DATA TO EXAMINE START

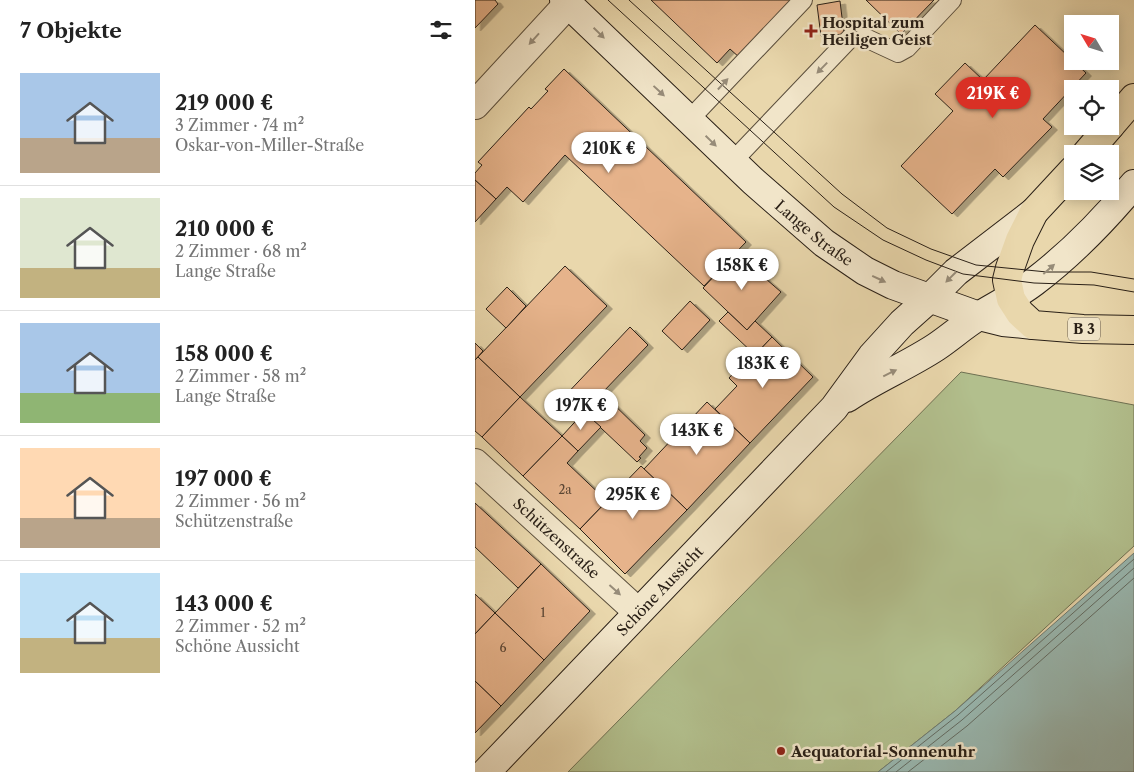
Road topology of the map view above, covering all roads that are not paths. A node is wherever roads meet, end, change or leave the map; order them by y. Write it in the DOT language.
graph roads {
  1 [pos="803,0"];
  2 [pos="952,0"];
  3 [pos="566,2"];
  4 [pos="1134,98"];
  5 [pos="475,105"];
  6 [pos="1119,116"];
  7 [pos="689,120"];
  8 [pos="1102,135"];
  9 [pos="1094,145"];
  10 [pos="733,161"];
  11 [pos="1064,180"];
  12 [pos="1134,184"];
  13 [pos="1034,212"];
  14 [pos="930,298"];
  15 [pos="1011,299"];
  16 [pos="979,316"];
  17 [pos="1033,325"];
  18 [pos="1134,330"];
  19 [pos="834,408"];
  20 [pos="475,463"];
  21 [pos="639,612"];
  22 [pos="486,772"];
  7 -- 1 [label="lane, one-way"];
  2 -- 10 [label="lane, one-way"];
  3 -- 5 [label="main road, one-way"];
  3 -- 7 [label="main road, Lange Straße, one-way"];
  4 -- 6 [label="main road"];
  7 -- 10 [label="main road, Lange Straße, one-way"];
  8 -- 9 [label="main road"];
  10 -- 14 [label="main road, Lange Straße, one-way"];
  11 -- 13 [label="main road"];
  15 -- 12 [label="main road, Schöne Aussicht, one-way"];
  13 -- 14 [label="main road, Schöne Aussicht, one-way"];
  13 -- 15 [label="main road"];
  14 -- 16 [label="main road, Lange Straße / B 3"];
  14 -- 19 [label="main road, Schöne Aussicht"];
  15 -- 16 [label="main road, Schöne Aussicht"];
  15 -- 17 [label="main road"];
  16 -- 17 [label="main road, Lange Straße / B 3"];
  19 -- 16 [label="main road, Schöne Aussicht, one-way"];
  17 -- 18 [label="main road, Lange Straße / B 3"];
  19 -- 21 [label="main road, Schöne Aussicht"];
  20 -- 21 [label="main road, Schützenstraße, one-way"];
  21 -- 22 [label="main road, Schöne Aussicht"];
}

DATA TO EXAMINE END

## EXERCISE DIRECTIONS
An exact copy of the records above is wanted, with the pictures omitted.

## SOLVED EXERCISE
Road topology of the map view above, covering all roads that are not paths. A node is wherever roads meet, end, change or leave the map; order them by y. Write it in the DOT language.
graph roads {
  1 [pos="803,0"];
  2 [pos="952,0"];
  3 [pos="566,2"];
  4 [pos="1134,98"];
  5 [pos="475,105"];
  6 [pos="1119,116"];
  7 [pos="689,120"];
  8 [pos="1102,135"];
  9 [pos="1094,145"];
  10 [pos="733,161"];
  11 [pos="1064,180"];
  12 [pos="1134,184"];
  13 [pos="1034,212"];
  14 [pos="930,298"];
  15 [pos="1011,299"];
  16 [pos="979,316"];
  17 [pos="1033,325"];
  18 [pos="1134,330"];
  19 [pos="834,408"];
  20 [pos="475,463"];
  21 [pos="639,612"];
  22 [pos="486,772"];
  7 -- 1 [label="lane, one-way"];
  2 -- 10 [label="lane, one-way"];
  3 -- 5 [label="main road, one-way"];
  3 -- 7 [label="main road, Lange Straße, one-way"];
  4 -- 6 [label="main road"];
  7 -- 10 [label="main road, Lange Straße, one-way"];
  8 -- 9 [label="main road"];
  10 -- 14 [label="main road, Lange Straße, one-way"];
  11 -- 13 [label="main road"];
  15 -- 12 [label="main road, Schöne Aussicht, one-way"];
  13 -- 14 [label="main road, Schöne Aussicht, one-way"];
  13 -- 15 [label="main road"];
  14 -- 16 [label="main road, Lange Straße / B 3"];
  14 -- 19 [label="main road, Schöne Aussicht"];
  15 -- 16 [label="main road, Schöne Aussicht"];
  15 -- 17 [label="main road"];
  16 -- 17 [label="main road, Lange Straße / B 3"];
  19 -- 16 [label="main road, Schöne Aussicht, one-way"];
  17 -- 18 [label="main road, Lange Straße / B 3"];
  19 -- 21 [label="main road, Schöne Aussicht"];
  20 -- 21 [label="main road, Schützenstraße, one-way"];
  21 -- 22 [label="main road, Schöne Aussicht"];
}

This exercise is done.